Paradoxalmente, no começo deste ano Karzai era visto como morto-vivo político. Mas tornou-se a única alternativa viável de poder palatável ao consórcio ocidental que administra de fato o Afeganistão. Sua fraqueza converteu-se em seu principal ativo, pois em vez de tentar se consolidar monocraticamente, abriu espaço para toda a sorte de senhores da guerra e traficantes de drogas e armas.
O leque de alianças garantiu ao presidente a condição de inevitabilidade. Indesejável, é verdade, e é a partir daqui que o próximo capítulo do drama afegão se desenrolará. Se ganhou inesperado poder, Karzai está mais ameaçado do que nunca.
Não faltam analistas próximos a Washington sugerindo uma nova partilha de poder que reconfigure a Constituição afegã, dando mais poderes para as Províncias e deixando Cabul como uma ilha fantasiosa onde recepções de Estado e discursos pomposos dão o ar de uma pretensa democracia.
Este plano tem ao menos dois complicadores. Primeiro, é preciso dar o quinhão de poder de forma proporcional às importâncias relativas dos aliados de Karzai, mas sem melindrar o próprio.
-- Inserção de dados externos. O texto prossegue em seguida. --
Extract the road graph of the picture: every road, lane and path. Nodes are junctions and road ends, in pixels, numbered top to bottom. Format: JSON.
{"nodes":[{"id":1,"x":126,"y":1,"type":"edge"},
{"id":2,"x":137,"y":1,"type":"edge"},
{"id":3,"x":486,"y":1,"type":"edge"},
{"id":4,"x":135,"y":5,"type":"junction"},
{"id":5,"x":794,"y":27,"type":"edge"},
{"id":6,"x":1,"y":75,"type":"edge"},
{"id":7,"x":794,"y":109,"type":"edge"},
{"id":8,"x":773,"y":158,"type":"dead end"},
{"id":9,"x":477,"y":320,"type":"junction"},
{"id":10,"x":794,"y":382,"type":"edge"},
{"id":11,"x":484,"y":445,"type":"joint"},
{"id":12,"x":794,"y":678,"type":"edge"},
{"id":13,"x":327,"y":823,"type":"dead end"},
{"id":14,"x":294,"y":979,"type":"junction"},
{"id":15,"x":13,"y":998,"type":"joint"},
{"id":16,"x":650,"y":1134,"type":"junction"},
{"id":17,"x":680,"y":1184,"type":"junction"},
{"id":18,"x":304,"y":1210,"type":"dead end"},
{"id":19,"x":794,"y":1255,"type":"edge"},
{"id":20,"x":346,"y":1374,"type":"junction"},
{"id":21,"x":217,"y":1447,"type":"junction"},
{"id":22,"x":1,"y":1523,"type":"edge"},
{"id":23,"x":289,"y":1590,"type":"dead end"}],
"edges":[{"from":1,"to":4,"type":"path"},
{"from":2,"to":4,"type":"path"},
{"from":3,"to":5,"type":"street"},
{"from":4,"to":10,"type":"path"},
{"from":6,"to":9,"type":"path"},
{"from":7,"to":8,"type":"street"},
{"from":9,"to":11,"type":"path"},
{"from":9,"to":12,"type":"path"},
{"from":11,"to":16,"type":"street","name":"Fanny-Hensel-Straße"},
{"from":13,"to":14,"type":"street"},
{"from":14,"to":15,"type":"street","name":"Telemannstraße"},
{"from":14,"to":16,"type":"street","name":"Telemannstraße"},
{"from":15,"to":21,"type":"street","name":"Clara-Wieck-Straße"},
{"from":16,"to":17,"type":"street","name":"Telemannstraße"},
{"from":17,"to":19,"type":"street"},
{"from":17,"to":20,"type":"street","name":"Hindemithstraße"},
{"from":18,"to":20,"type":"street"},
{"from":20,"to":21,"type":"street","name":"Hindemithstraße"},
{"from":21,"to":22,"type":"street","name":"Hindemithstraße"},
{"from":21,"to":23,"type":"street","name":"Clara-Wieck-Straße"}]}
Abdullah também não pode ficar fora do jogo.
Segundo, e mais grave, é o Taleban. A violência irá continuar. Os líderes locais e os fundamentalistas sob o guarda-chuva da marca teriam de ser incluídos de algum jeito na partilha para que haja algum tipo de estabilidade no país. Mas fazer isso é ir contra o próprio cânone central da "guerra de Obama".


Texto Anterior: Frase
Próximo Texto: Mudança de tom dos EUA frustra palestinos
Índice



Copyright Empresa Folha da Manhã S/A. Todos os direitos reservados. É proibida a reprodução do conteúdo desta página em qualquer meio de comunicação, eletrônico ou impresso, sem autorização escrita da Folhapress.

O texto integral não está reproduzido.